Holistic admissions have evolved as legitimate justification for denying or granting admission, as long as results are not driven by quotas. And while programs have withstood legal challenges to date, they remain under attack for perceived bias.
The Morning Rundown
Sara Harberson, a former associate dean of admissions at the University of Pennsylvania and the former dean of admissions and financial aid at Franklin and Marshall College recently offered an insider's view on the process, and her take on holistic admissions.
“I'm convinced that empirical benchmarks can't be the only thing that matters in college admissions,” Harberson shared in an opinion piece published in the Los Angeles Times. “Holistic admissions can be truly glorious to watch in action. To see an admissions committee admit a student for the story and background he or she brings is exactly what America, education and opportunity are all about.”
But Harberson shed some light on the mysterious admissions process by saying the real problem may be in colleges' use of “tags.” Harberson called tags “the golden ticket” for applying to an elite school as they identify the student as a priority -- children of alums, athletes, or simply well-connected.
“The lack of a tag can hinder an otherwise strong, high-achieving student; Asian American students typically don't have these tags,” Harberson wrote. “Asian Americans are rarely children of alumni at the Ivies, for example. There aren't as many recruited athletes coming from the Asian American applicant pool. Nor are they typically earmarked as 'actual' or 'potential' donors.
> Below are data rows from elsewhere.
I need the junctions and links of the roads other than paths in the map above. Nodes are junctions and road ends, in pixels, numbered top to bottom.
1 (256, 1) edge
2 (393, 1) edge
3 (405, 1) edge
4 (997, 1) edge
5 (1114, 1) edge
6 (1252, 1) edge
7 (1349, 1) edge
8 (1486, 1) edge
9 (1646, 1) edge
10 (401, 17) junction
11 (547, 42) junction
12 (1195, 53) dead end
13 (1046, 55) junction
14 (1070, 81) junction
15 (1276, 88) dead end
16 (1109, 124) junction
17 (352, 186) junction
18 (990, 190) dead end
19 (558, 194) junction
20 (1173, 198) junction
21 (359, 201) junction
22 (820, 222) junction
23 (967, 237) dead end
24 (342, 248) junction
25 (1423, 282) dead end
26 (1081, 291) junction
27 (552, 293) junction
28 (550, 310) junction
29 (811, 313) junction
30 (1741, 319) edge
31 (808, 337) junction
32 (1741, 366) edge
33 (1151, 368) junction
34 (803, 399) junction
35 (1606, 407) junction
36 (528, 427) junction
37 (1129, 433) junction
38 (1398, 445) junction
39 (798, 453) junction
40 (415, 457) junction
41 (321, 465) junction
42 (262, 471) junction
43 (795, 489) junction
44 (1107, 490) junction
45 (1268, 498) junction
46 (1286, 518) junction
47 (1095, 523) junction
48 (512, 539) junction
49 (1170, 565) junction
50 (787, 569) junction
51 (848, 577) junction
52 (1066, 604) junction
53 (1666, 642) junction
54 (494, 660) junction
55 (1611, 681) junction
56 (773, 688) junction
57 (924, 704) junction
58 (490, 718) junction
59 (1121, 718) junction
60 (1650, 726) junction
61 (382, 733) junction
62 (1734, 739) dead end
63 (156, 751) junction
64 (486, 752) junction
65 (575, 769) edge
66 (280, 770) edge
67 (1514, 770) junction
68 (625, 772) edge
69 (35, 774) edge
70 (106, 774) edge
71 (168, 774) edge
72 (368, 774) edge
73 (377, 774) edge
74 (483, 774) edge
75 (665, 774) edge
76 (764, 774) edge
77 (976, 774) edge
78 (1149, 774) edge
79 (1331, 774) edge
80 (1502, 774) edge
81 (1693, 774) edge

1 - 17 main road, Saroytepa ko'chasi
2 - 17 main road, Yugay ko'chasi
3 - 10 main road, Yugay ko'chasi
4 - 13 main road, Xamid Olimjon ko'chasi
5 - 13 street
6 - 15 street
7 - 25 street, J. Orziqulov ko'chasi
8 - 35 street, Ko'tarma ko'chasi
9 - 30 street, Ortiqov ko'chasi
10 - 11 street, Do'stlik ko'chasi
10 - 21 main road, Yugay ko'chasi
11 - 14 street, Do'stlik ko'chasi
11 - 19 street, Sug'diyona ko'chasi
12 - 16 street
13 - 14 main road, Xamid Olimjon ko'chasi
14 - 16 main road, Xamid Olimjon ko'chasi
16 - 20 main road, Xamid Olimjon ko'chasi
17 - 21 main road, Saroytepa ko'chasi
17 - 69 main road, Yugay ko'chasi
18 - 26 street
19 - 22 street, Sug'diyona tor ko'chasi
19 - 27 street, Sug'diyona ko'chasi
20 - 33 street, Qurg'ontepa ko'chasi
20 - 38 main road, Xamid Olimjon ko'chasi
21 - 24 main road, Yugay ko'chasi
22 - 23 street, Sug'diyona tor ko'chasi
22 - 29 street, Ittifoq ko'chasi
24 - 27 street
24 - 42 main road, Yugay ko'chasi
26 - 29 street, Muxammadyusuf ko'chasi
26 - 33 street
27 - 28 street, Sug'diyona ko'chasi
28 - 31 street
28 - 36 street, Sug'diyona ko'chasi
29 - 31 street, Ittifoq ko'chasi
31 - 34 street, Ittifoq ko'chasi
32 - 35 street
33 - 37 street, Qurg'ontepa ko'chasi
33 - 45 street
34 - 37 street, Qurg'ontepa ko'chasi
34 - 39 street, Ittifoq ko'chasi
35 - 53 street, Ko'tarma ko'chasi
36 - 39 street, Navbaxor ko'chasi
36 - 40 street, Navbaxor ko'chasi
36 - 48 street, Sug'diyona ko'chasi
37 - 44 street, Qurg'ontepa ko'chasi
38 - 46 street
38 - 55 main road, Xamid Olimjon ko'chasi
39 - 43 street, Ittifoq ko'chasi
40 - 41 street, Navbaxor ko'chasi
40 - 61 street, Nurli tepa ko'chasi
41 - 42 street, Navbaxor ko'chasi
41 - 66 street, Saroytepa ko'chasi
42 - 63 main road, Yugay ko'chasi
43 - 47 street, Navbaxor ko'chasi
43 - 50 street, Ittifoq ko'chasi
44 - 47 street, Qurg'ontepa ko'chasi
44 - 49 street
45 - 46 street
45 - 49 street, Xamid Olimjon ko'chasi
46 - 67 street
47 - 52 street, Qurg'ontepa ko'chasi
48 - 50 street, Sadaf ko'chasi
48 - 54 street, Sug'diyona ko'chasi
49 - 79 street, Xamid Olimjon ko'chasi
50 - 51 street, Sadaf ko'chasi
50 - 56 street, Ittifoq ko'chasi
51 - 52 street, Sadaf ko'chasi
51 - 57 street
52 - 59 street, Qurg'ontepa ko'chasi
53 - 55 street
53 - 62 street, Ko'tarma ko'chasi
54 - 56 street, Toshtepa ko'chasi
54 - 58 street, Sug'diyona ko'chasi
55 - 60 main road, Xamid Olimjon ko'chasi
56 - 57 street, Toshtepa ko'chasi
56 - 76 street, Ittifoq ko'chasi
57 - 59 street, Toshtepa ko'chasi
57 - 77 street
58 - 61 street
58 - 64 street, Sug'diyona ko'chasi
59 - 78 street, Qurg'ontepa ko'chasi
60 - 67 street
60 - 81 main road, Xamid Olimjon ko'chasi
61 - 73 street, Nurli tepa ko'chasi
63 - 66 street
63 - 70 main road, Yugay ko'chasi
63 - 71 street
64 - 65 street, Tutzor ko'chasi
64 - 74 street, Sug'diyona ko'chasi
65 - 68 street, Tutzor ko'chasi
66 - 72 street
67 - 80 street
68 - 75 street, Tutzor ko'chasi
They simply don't have long-standing connections to these institutions…In all my years in college admissions, I never received a phone call or a visit from a well-connected politician, chief executive or other leader to advocate for an Asian American student.”
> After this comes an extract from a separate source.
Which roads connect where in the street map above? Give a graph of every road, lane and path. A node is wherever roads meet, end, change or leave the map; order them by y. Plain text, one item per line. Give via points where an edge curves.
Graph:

Her solution: more transparency, including disclosure of all tags for admitted students.
In addition, Harberson says all colleges adopt what some are already doing: publishing the demographics of applicants and percentages admitted.
“Better yet, schools should also break down their admits' high school GPAs and test scores by race and ethnicity,” Harberson wrote. “Knowing acceptance rates by identifiable characteristics can reveal institutional tendencies, if not outright biases; it can push schools to better justify their practices, and it would give applicants a look at which schools offer them the best opportunities.”